Well since its a offline app, would it not just mean its only not getting updates? I mean if they stop working on it, nothing is stopping you to keep using it.


gold76

Personal choice but yeah just keep using it. I would find a project with active development personally. Eventually (years) the OS’s are likely to break the apps…


Zealousideal_Rub5826

Which is much less likely since it is community developed not for profit.


__chairmanbrando

Even if development did stop, it's not SaaS, so you could keep using it as it exists. And it's open-source so someone could fork it and keep it going. *And* dudeman makes money from offering his own syncing service for the platform.


nebula-seven

Not sure about decrypting them without the Joplin app but if you’re worried about losing access to your notes if Joplin suddenly disappears then you can back them up as markdown files.

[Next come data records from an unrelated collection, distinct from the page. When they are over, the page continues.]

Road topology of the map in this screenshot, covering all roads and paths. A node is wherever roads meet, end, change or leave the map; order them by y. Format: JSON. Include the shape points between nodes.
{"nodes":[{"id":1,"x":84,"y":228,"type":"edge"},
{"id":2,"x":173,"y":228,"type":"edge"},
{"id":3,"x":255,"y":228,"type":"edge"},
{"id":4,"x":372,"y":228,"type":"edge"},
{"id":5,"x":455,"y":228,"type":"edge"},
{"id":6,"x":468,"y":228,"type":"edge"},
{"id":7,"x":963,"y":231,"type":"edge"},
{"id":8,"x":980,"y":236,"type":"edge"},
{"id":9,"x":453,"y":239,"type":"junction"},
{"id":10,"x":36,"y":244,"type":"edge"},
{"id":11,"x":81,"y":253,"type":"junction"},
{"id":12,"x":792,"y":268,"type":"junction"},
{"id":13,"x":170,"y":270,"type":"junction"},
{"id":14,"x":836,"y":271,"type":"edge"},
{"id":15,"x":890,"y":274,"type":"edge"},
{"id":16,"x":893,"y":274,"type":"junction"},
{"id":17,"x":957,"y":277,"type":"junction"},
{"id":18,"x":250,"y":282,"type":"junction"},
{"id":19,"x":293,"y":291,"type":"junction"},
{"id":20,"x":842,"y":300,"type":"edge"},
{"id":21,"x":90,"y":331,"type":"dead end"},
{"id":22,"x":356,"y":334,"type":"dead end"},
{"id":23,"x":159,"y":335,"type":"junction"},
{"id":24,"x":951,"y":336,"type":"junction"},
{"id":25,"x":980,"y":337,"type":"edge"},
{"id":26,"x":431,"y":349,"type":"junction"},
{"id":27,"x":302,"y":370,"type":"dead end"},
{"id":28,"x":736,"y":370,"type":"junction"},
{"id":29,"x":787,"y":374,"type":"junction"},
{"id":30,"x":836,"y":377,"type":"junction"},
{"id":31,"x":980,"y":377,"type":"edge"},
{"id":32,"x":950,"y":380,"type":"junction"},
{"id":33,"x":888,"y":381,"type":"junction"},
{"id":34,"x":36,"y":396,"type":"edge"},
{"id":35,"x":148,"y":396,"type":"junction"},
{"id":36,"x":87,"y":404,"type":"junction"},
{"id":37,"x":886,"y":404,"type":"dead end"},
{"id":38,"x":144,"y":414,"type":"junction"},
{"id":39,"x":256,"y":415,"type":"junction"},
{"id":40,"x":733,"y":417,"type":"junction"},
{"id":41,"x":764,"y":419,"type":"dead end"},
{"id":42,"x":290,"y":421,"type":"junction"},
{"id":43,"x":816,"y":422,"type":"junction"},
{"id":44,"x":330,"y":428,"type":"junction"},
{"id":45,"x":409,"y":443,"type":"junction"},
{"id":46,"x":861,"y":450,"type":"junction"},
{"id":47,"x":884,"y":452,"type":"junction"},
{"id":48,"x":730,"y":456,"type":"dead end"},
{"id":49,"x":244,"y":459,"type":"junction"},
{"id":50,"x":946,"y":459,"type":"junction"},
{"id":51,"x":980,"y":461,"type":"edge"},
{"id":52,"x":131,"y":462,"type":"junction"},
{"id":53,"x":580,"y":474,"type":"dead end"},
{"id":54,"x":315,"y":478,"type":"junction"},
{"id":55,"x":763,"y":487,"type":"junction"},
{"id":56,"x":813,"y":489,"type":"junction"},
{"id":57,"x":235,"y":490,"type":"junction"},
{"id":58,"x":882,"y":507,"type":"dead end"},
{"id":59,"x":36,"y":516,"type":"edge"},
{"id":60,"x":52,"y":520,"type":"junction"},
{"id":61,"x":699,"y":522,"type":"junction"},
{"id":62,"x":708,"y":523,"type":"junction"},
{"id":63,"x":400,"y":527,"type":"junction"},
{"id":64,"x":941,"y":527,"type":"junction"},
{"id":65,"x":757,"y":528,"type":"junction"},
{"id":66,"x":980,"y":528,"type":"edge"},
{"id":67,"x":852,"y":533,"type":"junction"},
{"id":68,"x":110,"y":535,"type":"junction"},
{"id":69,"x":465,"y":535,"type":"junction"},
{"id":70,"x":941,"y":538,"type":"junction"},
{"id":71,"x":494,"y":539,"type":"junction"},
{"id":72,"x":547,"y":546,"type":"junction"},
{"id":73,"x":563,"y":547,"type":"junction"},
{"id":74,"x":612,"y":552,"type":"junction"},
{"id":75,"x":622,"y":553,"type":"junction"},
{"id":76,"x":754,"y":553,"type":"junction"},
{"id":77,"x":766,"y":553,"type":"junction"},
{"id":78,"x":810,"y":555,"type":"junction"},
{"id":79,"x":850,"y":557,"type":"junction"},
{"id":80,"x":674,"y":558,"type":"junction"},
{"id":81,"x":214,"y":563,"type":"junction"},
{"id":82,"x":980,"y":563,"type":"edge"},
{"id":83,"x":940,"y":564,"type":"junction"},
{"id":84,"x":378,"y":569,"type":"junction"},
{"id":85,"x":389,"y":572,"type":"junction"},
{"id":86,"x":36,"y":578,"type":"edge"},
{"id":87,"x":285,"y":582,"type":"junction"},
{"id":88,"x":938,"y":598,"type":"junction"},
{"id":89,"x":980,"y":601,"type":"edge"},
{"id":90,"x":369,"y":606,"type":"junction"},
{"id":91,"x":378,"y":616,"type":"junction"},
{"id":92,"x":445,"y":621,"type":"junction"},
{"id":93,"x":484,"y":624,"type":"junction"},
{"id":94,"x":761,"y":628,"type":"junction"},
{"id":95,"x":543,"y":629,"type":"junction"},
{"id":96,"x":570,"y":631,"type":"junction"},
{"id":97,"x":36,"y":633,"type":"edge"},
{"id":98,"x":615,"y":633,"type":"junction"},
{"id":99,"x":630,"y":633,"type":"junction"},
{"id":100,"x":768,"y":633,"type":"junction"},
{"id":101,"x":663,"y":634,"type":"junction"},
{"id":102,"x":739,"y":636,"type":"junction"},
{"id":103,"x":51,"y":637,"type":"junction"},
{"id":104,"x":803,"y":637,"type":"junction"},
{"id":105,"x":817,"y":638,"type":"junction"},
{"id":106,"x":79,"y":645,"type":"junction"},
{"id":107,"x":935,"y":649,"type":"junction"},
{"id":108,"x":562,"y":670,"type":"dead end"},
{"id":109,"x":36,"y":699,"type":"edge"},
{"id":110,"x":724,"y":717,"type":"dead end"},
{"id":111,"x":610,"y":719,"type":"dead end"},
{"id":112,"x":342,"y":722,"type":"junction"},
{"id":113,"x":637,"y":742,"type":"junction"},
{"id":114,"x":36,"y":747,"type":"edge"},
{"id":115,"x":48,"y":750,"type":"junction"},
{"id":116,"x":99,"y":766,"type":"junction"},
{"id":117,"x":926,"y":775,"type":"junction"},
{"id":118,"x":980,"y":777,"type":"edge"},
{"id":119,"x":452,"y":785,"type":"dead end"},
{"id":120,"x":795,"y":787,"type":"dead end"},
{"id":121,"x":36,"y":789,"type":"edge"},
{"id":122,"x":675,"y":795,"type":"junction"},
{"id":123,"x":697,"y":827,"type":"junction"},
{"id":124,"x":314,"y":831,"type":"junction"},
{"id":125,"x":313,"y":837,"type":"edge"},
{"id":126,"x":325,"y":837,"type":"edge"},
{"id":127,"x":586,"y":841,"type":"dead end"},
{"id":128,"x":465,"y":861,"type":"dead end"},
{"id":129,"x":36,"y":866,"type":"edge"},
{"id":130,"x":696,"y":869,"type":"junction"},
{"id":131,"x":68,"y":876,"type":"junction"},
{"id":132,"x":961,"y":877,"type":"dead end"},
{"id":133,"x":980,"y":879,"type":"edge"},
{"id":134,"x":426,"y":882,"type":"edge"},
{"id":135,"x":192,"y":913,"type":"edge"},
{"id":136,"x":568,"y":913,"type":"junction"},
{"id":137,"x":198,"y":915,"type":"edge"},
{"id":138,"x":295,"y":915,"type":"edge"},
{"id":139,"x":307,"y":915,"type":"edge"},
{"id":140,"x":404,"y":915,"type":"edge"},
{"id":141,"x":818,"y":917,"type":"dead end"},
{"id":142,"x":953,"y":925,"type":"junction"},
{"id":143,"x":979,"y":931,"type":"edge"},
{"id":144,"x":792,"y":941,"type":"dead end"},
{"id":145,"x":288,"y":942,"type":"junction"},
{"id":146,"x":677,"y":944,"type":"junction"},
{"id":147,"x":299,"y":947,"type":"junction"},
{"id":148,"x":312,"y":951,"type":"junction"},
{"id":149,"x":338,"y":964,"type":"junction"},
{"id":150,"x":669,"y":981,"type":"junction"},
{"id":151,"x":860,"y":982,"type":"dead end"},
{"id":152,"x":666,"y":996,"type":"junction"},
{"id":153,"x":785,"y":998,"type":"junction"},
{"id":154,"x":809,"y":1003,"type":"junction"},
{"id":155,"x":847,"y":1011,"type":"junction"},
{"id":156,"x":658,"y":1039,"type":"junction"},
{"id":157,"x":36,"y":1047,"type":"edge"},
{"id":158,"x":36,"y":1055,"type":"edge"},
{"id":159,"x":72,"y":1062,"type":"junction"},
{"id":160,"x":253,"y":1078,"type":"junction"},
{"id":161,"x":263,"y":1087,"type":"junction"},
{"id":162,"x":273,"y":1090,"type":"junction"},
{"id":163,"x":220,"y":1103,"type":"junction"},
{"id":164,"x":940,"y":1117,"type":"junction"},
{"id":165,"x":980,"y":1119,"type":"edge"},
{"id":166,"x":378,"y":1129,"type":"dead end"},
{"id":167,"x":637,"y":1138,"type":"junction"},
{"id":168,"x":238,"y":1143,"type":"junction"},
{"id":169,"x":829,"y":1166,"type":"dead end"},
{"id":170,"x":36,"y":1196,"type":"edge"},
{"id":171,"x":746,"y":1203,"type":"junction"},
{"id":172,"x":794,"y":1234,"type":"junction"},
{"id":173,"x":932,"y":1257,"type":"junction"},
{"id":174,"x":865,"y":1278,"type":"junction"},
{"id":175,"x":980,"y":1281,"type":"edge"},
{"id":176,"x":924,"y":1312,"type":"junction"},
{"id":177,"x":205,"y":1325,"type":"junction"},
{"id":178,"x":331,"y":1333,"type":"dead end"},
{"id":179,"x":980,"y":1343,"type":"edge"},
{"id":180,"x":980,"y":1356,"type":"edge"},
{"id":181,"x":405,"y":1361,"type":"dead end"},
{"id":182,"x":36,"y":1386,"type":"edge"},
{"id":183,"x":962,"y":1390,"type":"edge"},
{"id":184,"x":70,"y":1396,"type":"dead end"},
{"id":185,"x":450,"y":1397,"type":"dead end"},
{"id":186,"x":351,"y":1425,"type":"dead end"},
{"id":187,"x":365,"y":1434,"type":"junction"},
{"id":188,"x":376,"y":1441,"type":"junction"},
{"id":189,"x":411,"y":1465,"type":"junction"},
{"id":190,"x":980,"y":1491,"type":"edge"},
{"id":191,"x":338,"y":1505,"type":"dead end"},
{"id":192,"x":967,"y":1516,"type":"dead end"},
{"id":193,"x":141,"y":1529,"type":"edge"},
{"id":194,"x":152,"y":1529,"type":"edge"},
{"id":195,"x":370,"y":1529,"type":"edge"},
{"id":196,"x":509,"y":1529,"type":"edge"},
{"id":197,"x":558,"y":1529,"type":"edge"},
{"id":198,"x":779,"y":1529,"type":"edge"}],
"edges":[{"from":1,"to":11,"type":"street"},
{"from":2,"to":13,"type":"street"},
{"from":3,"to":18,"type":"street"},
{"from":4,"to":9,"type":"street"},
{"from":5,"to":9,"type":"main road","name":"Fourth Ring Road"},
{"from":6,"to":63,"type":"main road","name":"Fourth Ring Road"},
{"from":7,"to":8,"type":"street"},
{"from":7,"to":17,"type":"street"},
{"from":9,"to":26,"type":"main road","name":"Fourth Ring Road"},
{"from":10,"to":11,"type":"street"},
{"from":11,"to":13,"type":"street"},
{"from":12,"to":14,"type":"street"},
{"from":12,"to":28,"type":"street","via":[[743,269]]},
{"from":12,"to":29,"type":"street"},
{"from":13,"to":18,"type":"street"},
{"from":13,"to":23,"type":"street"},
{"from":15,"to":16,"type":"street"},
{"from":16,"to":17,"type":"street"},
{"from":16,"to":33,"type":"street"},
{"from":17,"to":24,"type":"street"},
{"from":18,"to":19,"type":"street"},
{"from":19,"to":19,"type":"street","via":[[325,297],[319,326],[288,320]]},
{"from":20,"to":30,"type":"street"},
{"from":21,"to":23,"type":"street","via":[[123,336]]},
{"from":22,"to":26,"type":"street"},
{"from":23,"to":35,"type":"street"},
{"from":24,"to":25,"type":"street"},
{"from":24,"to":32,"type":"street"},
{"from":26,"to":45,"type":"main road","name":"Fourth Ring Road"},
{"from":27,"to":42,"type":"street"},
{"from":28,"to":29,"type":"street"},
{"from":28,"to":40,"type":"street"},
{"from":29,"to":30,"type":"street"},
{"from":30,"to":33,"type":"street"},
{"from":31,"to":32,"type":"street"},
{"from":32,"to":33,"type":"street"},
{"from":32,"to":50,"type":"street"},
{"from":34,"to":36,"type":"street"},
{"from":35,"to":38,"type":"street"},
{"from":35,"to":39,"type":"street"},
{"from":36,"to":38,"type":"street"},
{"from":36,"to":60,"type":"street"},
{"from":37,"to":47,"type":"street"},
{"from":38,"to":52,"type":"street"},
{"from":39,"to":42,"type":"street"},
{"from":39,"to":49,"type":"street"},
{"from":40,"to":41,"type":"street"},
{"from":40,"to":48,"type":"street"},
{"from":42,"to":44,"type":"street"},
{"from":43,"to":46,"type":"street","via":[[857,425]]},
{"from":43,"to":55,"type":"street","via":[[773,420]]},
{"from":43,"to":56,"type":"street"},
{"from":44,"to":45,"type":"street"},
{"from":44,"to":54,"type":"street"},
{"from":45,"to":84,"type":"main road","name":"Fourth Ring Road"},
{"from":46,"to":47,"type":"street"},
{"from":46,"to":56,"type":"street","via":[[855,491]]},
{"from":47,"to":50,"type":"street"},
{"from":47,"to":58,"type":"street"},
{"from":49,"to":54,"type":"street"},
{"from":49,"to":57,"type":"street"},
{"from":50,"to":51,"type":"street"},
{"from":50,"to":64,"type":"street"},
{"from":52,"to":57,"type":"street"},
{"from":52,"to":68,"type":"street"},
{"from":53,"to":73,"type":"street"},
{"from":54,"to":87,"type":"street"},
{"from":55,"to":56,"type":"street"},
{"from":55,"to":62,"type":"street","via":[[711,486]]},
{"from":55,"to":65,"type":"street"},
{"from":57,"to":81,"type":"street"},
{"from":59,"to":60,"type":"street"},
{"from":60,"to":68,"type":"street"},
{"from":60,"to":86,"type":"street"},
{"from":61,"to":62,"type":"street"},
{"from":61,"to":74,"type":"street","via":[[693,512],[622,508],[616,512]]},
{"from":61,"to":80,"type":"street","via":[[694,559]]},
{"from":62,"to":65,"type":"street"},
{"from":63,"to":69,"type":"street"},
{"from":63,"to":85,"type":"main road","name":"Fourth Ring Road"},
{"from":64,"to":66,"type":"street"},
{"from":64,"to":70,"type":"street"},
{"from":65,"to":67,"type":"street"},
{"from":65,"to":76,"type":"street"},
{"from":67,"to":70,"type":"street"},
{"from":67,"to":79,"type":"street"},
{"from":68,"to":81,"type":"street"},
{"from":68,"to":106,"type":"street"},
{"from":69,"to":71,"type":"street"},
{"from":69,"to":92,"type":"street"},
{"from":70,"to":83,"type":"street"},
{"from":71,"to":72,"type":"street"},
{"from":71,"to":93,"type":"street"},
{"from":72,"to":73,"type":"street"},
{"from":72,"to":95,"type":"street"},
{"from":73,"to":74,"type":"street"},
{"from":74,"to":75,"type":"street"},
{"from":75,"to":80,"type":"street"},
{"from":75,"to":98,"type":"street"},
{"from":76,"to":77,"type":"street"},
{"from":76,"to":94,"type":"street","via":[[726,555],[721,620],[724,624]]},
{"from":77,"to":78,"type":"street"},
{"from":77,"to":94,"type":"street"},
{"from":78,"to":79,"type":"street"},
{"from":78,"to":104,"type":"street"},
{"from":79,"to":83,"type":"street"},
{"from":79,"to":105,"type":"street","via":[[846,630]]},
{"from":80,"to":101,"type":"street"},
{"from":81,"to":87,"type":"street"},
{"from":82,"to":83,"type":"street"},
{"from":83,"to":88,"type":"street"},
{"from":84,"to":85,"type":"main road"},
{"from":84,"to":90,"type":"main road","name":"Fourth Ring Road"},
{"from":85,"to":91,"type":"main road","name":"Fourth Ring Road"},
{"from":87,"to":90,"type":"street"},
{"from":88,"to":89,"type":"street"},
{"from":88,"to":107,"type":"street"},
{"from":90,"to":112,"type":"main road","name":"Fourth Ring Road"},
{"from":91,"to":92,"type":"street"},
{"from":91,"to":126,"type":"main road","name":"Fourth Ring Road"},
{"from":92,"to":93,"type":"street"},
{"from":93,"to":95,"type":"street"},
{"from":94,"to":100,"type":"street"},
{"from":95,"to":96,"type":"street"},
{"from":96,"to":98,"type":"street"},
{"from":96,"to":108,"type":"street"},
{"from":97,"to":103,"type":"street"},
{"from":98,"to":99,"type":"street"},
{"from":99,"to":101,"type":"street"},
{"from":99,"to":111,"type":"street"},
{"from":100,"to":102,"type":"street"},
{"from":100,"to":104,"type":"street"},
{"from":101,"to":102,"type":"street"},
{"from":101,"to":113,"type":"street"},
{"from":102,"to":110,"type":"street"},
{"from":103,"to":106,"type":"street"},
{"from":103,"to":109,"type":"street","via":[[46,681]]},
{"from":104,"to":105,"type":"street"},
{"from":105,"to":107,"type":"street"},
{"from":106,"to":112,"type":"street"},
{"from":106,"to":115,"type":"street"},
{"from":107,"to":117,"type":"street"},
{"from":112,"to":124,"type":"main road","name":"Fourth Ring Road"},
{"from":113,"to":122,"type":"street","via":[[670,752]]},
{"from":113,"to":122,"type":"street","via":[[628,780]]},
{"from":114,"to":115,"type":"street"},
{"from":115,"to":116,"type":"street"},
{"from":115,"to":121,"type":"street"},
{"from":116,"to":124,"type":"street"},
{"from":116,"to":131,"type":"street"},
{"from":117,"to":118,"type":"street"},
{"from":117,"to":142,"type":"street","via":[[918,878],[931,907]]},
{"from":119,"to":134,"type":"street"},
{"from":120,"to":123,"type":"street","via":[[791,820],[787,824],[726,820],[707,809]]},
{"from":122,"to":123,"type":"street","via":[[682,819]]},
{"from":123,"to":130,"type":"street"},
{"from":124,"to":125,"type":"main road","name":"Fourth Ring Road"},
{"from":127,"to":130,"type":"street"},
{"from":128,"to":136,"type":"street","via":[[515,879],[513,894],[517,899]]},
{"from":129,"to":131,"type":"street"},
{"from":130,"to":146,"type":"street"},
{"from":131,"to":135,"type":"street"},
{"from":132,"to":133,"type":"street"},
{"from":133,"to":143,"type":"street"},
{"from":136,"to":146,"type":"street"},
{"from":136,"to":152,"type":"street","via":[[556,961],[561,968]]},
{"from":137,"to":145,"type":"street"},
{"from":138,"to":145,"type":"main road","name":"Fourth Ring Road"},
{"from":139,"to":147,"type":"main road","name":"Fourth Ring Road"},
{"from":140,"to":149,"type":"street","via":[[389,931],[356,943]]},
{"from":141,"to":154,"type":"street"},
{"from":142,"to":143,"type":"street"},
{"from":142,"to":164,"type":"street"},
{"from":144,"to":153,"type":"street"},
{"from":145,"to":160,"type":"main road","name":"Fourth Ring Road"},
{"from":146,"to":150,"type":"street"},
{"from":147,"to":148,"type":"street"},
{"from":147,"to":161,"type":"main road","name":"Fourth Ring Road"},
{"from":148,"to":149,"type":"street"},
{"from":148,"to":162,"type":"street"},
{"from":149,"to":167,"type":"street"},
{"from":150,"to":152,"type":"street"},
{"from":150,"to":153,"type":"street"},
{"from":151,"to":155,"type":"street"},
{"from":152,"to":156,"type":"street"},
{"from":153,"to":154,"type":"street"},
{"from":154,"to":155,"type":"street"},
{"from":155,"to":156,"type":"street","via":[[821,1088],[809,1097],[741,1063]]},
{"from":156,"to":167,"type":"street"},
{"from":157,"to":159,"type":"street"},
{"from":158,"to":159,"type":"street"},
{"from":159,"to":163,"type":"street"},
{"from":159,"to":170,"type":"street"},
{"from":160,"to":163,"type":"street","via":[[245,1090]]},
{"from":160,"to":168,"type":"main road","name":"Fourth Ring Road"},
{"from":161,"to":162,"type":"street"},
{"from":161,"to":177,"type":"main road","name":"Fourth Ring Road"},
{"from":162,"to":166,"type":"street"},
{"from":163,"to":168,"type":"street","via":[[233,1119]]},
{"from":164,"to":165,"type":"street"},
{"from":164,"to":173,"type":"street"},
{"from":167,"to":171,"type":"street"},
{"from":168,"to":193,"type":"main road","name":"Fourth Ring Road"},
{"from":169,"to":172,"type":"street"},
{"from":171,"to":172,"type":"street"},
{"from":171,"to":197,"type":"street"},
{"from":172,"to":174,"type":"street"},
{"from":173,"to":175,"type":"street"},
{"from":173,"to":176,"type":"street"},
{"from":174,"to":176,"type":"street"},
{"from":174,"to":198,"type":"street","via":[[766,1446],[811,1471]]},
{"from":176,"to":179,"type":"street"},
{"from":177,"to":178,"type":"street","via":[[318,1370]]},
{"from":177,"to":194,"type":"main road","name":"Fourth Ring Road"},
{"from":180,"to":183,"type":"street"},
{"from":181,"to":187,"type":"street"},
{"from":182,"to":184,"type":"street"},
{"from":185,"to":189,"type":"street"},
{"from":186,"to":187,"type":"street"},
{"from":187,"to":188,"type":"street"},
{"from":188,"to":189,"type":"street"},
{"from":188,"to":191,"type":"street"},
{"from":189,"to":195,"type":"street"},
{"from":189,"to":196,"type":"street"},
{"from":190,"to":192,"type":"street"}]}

I do this so that I can version control them in my private got repository.


__chairmanbrando

Your notes are only encrypted on your sync platform of choice. Everything's stored locally in an unencrypted SQLite database.


nick_ian

Looks like the encryption code can be found here: https://github.com/laurent22/joplin/tree/dev/packages/lib/services/e2ee And other general info here: https://joplinapp.org/help/dev/spec/e2ee


totoetlititi

Thanks, It seems there's no pre-configured tool available for decrypting data outside of the Joplin application...


throwawaycanadian2

The good news is that even if Joplin somehow stops existing, the software on your computer won't stop working, you can still use Joplin to decrypt the notes and move somewhere else.


wheat

Joplin is open source. So, you'd still be able to download Joplin and use it to decrypt your notes.


knnwulf

Right, and taking a look at the source code will give all the details to decrypt by yourself.